Last month saw the passing of three pioneers of the information age – an age we more or less take for granted now. These luminaries were [John McCarthy](http://en.wikipedia.org/wiki/John_McCarthy_(computer_scientist), Dennis Ritchie and, of course, Steve Jobs.
Of the three in this cluster, only the latter’s demise registered as a zeitgeist moment worthy of the death of JFK or Princess Diana.
Gossip-laden reminiscences are still percolating through the press in the wake of the Apple co-founder’s demise: What did Jobs think of Bill Gates and vice-versa?
That in itself is a metric of the spirit of our times, an era when the “geek chic” of gadget culture has become a badge of fashion, rather than the subject of derision.
Why has the public mourning for Jobs been so evident and sustained in comparison to the quiet exits of McCarthy, who died last week at the age of 84, and Ritchie, who was 70 when he died last month?
I teach elements of computing history in a variety of IT courses at tertiary level and all three are heroic figures in the annals of technology.
John McCarthy: pioneer of Artificial Intelligence
Computer scientist John McCarthy coined the term “Artificial Intelligence” in the late 1950s and through his work speculated that one day machines would mimic or even surpass feats of human intelligence.
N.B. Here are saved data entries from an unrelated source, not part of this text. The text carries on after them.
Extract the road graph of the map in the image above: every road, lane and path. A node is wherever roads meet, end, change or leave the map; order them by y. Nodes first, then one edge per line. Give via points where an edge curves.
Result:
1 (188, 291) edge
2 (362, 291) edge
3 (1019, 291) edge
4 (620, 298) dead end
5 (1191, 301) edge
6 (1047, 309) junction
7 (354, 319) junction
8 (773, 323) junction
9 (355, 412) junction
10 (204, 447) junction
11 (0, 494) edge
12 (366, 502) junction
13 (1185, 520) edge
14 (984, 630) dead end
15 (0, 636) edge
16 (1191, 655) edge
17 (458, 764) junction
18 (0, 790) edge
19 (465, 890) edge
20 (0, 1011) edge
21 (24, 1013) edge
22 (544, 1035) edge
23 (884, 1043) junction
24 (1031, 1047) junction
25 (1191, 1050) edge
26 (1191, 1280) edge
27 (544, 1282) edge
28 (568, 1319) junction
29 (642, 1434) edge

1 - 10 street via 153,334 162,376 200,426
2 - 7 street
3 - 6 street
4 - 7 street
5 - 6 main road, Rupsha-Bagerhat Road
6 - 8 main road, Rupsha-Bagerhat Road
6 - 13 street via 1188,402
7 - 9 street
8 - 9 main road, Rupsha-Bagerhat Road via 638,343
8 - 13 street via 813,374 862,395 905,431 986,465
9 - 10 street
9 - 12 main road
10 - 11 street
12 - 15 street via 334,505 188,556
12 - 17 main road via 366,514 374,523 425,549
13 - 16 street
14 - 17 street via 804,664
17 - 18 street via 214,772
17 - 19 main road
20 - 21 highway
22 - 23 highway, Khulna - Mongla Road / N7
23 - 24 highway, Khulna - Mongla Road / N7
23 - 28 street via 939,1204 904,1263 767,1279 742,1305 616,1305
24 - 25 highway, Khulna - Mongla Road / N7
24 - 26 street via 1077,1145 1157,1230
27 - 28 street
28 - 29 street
A decade into the 21st century, McCarthy’s visions of intelligent computers are still in the realm of science fiction, so A.I. as an acronym was fast consigned to the curio bin to be replaced by more conservative terms such as “intelligent agents”.
If computers could act today as they do in the movies, such as HAL 9000 from 2001: A Space Odyssey, McCarthy would have been lauded as an intellectual hero in the Einstein mould.
(Amazing fact of the day: in the 1960s John McCarthy advanced the concept of computing time-sharing, which with a few tweaks here and there has been re-imagined in this day and age as the somewhat over-hyped “cloud computing”.)
Dennis Ritchie: father of programming
Dennis Ritchie was supposed to be solving the problems of the US telephone networks during his long tenure as a research scientist at the late, lamented Bell Labs, but instead he created the C programming language, arguably the first dialect written in the future present.
In the proverbial sense, a computer without an adequate operating system is about as useful as a rubber razor blade and UNIX proved to be the seed that generated the open source movement in the guise of LINUX.
Both C and UNIX are 70s icons that resonate in much of the technology we use today. For these achievements Dennis Ritchie received the National Medal of Technology from Bill Clinton, but I suspect his real satisfaction was in being able to work in a corporate environment that allowed him to creatively tinker (and have fun) with ideas that may have been at times counter to core business.
Google’s success in the 21st century is partly due to the fact that it too allows its innovators to function akin to Renaissance thinkers in the spirit of Ritchie and his peers.
Steve Jobs: da Vinci of our times
Steve Jobs, too, was a modern, entrepreneurial version of Leonardo da Vinci. He was a latent polymath with idiosyncratic tastes.
Apple’s rise as the world’s dominant “cool” brand of information technology is due in part to its reawakening of the bygone notion that beauty coupled with engineering design can guide a richer user experience, one that’s driven through emotion as well as necessity.
Jobs taught us it was hip to love technology. But McCarthy and Ritchie gave us, in their own ways, technology we could really love.